Este ha sido el núcleo central del mensaje que se desprende de la visita de Juan Pablo II a Tierra Santa para la Iglesia y el mundo, en el que resonaba con un inédito vigor la confesión de Pedro en Cesarea de Filipo: ¿Quién dicen los hombres que soy yo? La respuesta de Pedro y la de Juan Pablo II es la misma, coincidente y nítida: «Tú eres el Cristo, el Hijo de Dios vivo».
La búsqueda de Dios por parte del hombre contemporáneo, tantas veces disimulada, pero tan operante en lo más entrañable de sus experiencias personales y colectivas, encuentra en el pluralismo de las religiones dificultades que él estima muchas veces insalvables; o que, al menos, le sirven como pretexto para eludir el encuentro al que le urge «su corazón inquieto», ansioso de ver el rostro de Dios. El Santo Padre ha mostrado al mundo el testimonio cristiano del «Dios con nosotros» haciendo patente como la cercanía del Dios verdadero a los hombres se promete a todo el género humano ya en Abraham y por Abraham, en cuya fe se sienten y saben unidos cristianos, judíos y musulmanes. Jesucristo significa justamente el cumplimiento de esa promesa. El que cree en Jesucristo cree en el Dios de Abraham, el de los Patriarcas y Profetas de Israel, el Dios que adoran los seguidores de Mahoma, pero lo cree en la plenitud de su verdad revelada. El Papa ante el Muro de las Lamentaciones, en su visita a la Mezquita de Omar dentro del recinto de la vieja Jerusalén, a unos pasos de la Basílica del Santo Sepulcro, ofreció el testimonio viviente de cómo en Jesucristo Resucitado se pueden encontrar todos los caminos del hombre que busca a Dios con sinceridad y humildad de corazón.

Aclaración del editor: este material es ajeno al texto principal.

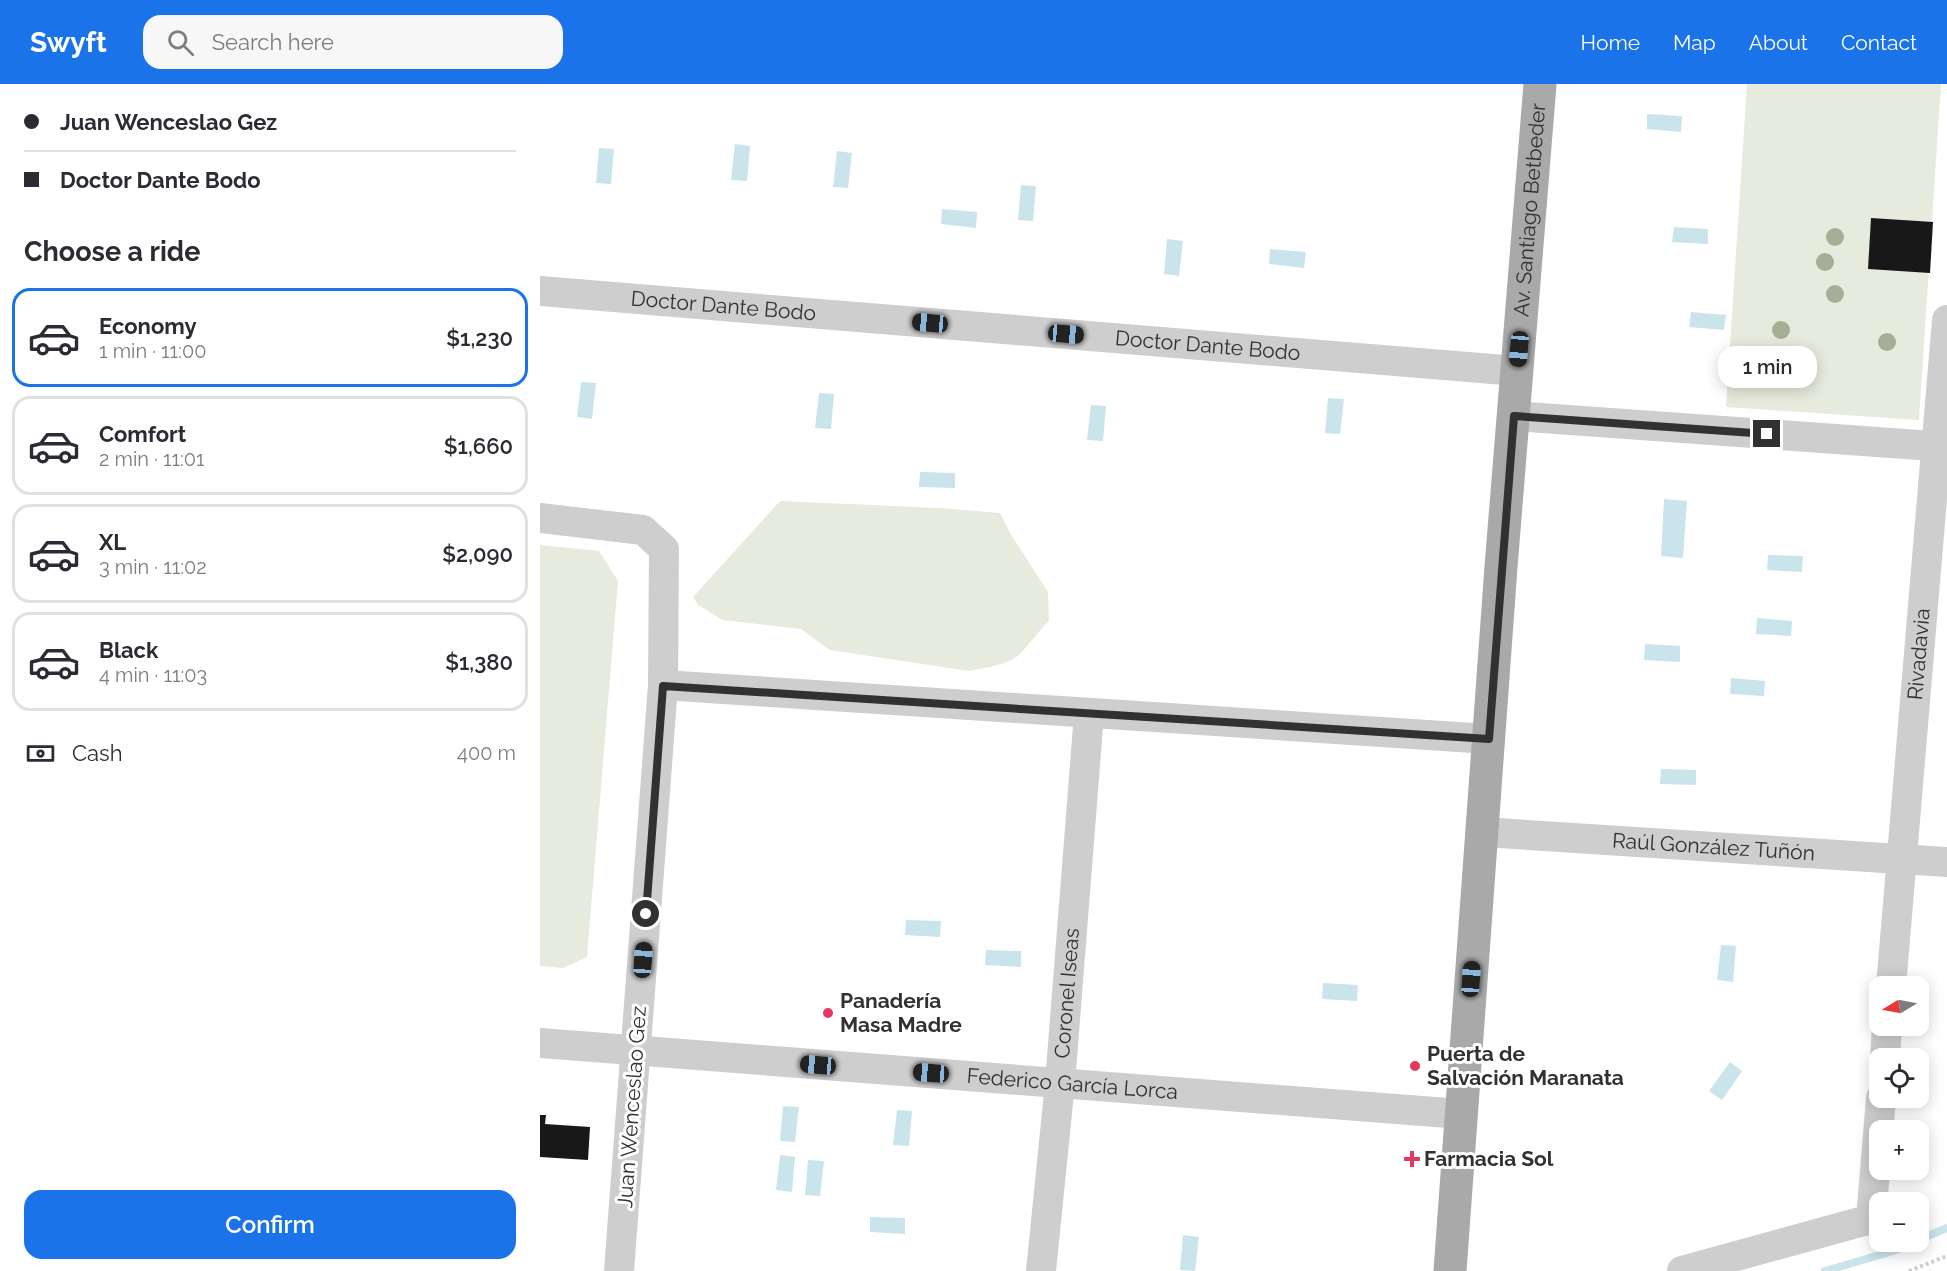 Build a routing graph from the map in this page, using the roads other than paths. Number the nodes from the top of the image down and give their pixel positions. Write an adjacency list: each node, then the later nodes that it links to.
1 (1540, 84): 4 (main road, Av. Santiago Betbeder)
2 (540, 291): 4 (street, Doctor Dante Bodo)
3 (1947, 320): 6 (street, Rivadavia)
4 (1517, 371): 5 (main road, Av. Santiago Betbeder)
5 (1514, 416): 6 (street); 10 (main road, Av. Santiago Betbeder)
6 (1942, 446): 12 (street, Rivadavia)
7 (540, 518): 8 (street, Juan Wenceslao Gez)
8 (663, 686): 9 (street); 16 (street, Juan Wenceslao Gez)
9 (1089, 714): 10 (street); 17 (street, Coronel Iseas)
10 (1489, 739): 11 (main road, Av. Santiago Betbeder)
11 (1482, 832): 12 (street, Raúl González Tuñón); 19 (main road, Av. Santiago Betbeder)
12 (1902, 859): 13 (street, Raúl González Tuñón); 14 (street, Rivadavia)
13 (1947, 862)
14 (1892, 976)
15 (540, 1043): 16 (street, Federico García Lorca)
16 (636, 1051): 17 (street, Federico García Lorca); 20 (street, Juan Wenceslao Gez)
17 (1060, 1083): 19 (street, Federico García Lorca); 21 (street, Coronel Iseas)
18 (1880, 1108): 23 (street)
19 (1461, 1114): 22 (main road, Av. Santiago Betbeder)
20 (619, 1271)
21 (1041, 1271)
22 (1450, 1271)
23 (1682, 1271)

Sigue pesando mucho en el hombre de hoy la actitud crítica frente a la religión, y muy en directo contra el cristianismo y la Iglesia Católica, por su supuesta ineficacia histórica, cuando no su debilidad, ante las grandes cuestiones de la paz y la promoción de la justicia y la solidaridad entre los hombres y los pueblos de la Tierra. El Santo Padre no ha dudado en entrar en los aspectos más delicados sociales y políticos de una zona, Palestina, en que la situación latente de guerra entre Israel y los pueblos árabes lo condiciona todo; y de hacerlo como un bienvenido Mensajero de la restitución plena de sus derechos al pueblo palestino, de reconciliación entre árabes y judíos y de una paz posible y definitiva para la región, sin apoyarse en otra fuerza que la de la palabra y el amor del Evangelio de Jesucristo, el galileo, el verdadero Príncipe de la Paz.

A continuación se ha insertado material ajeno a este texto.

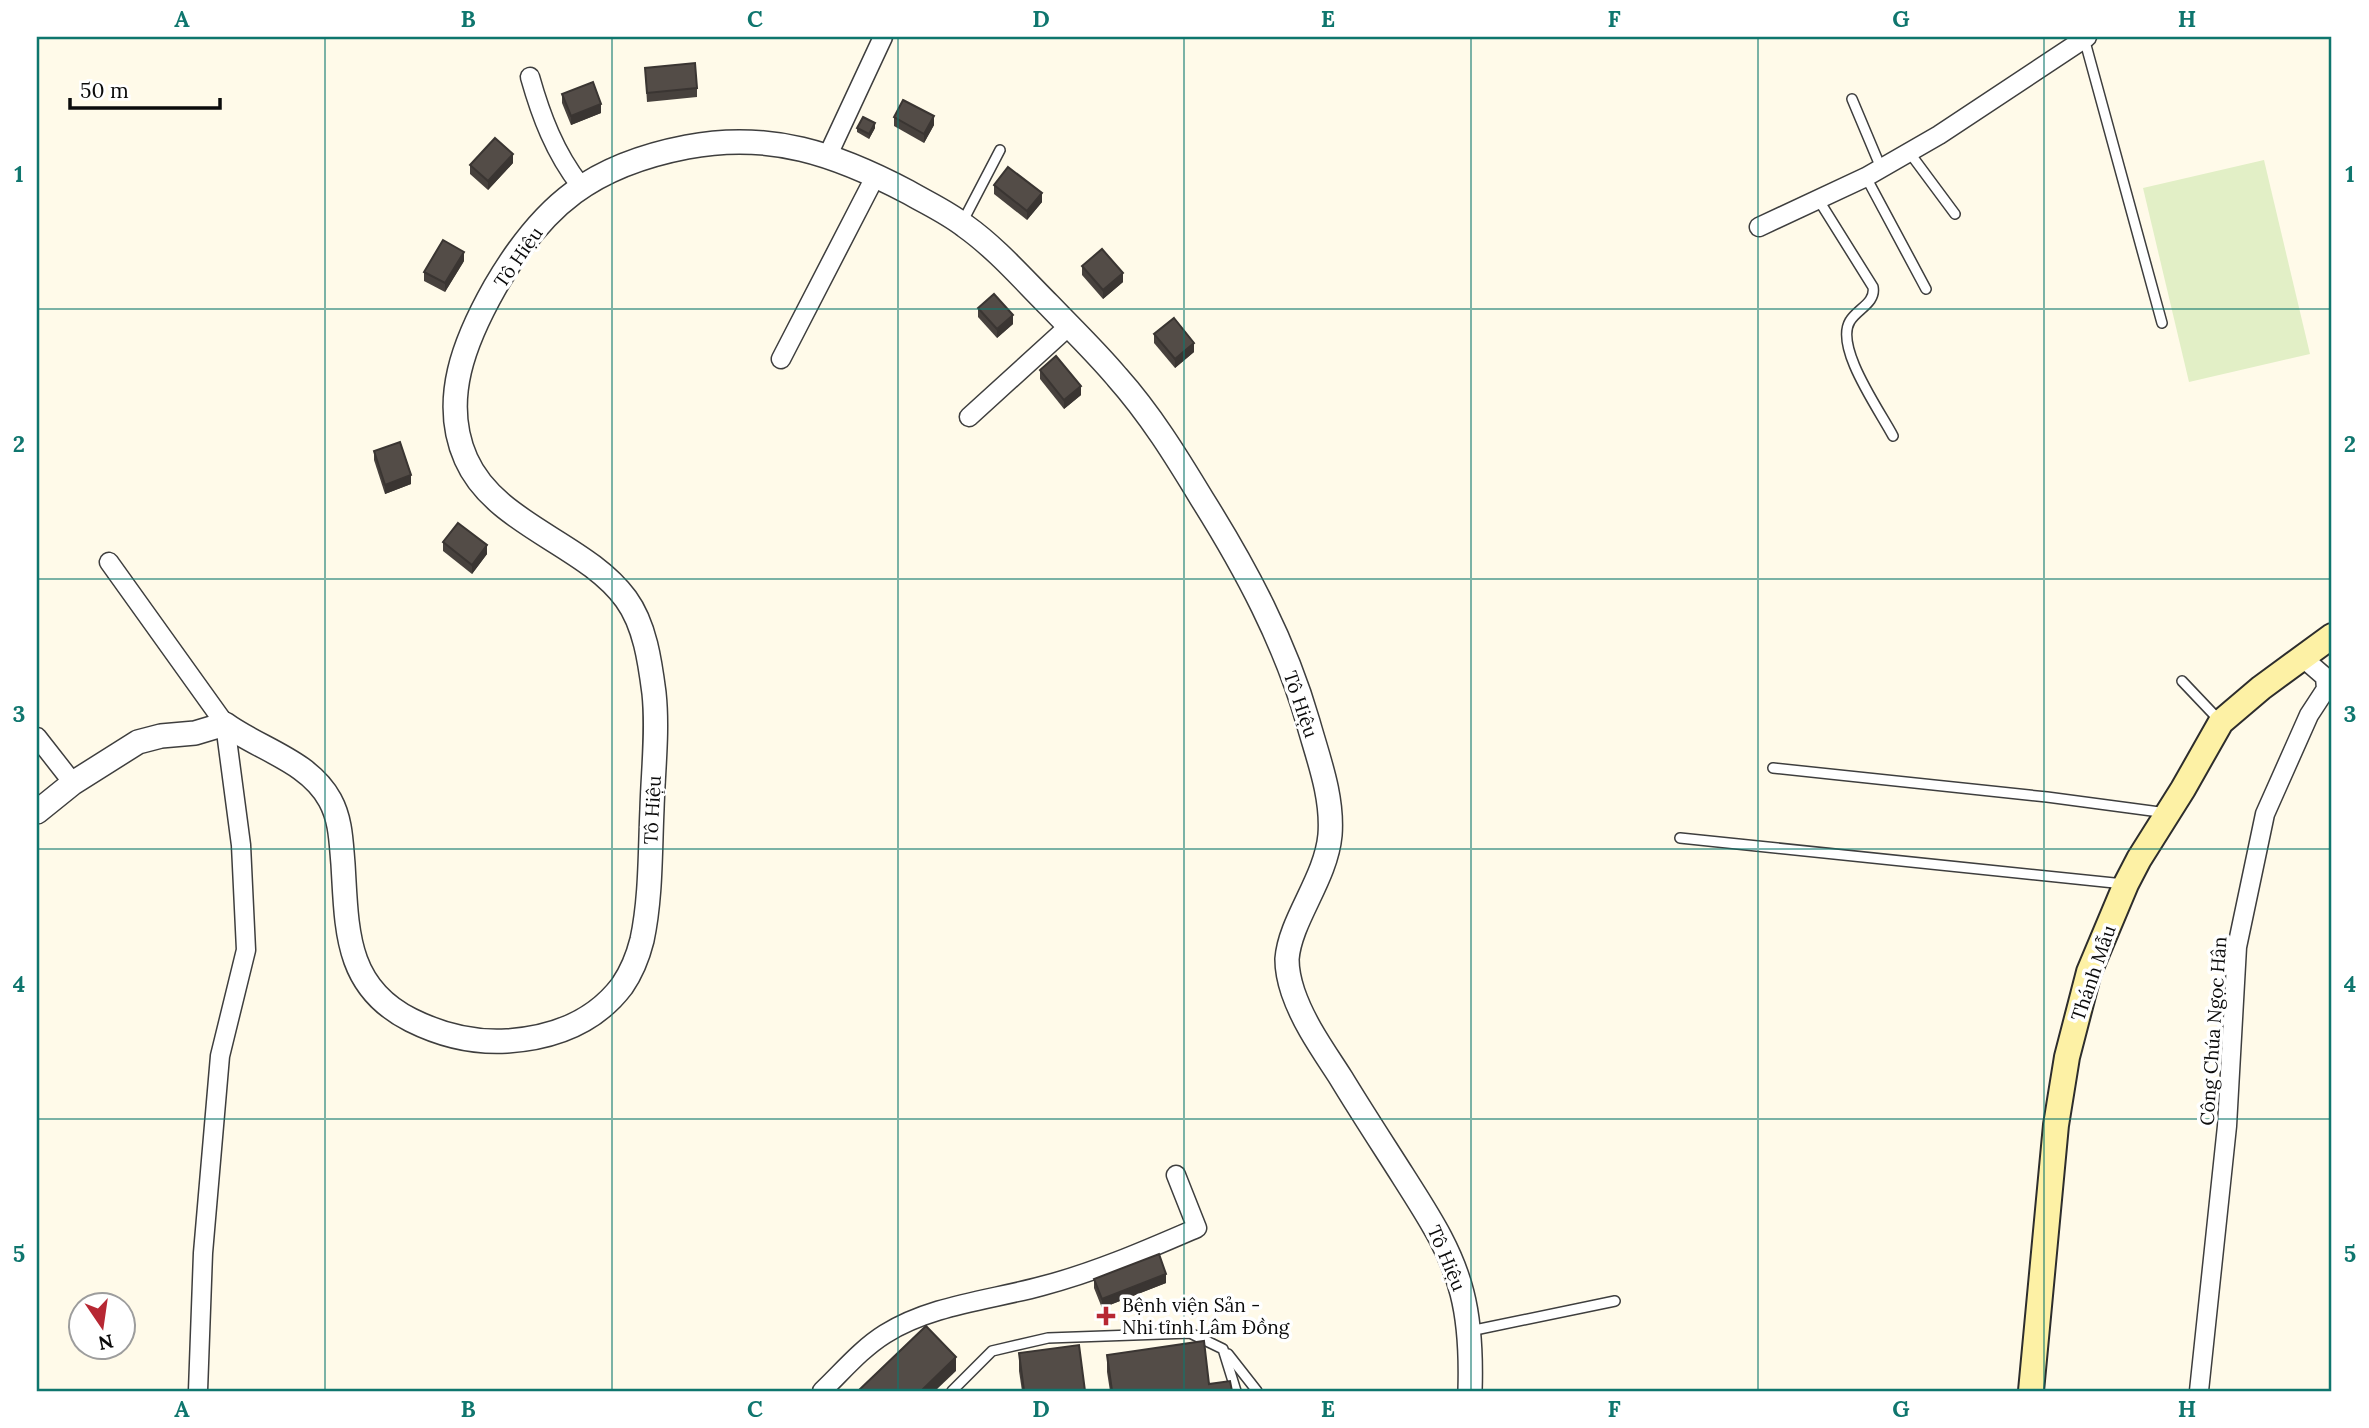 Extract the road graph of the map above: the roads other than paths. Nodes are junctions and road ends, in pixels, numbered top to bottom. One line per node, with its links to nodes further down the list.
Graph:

¡Verdaderamente una cuaresma singular ésta del Año Santo, del Dos Mil del Nacimiento de Jesús en Belén de Judá! El Sucesor de Pedro ha llevado con El a toda la Iglesia en peregrinación espiritual a los Santos Lugares del Nacimiento, Vida, Pasión, Muerte y Resurrección de su Señor Jesucristo, para que aprendiese con la frescura de los orígenes cristianos como vivir en medio de los hombres de hoy, que ansían y buscan a Dios, de modo convincentemente evangelizador, el júbilo de un renovado encuentro con el Señor, dando de nuevo «el paso» de una Vida en muerte por el pecado a una existencia en vida nueva por la gracia y los dones de su Resurrección.
María, su Madre y Madre nuestra, nos espera al pie de la Cruz.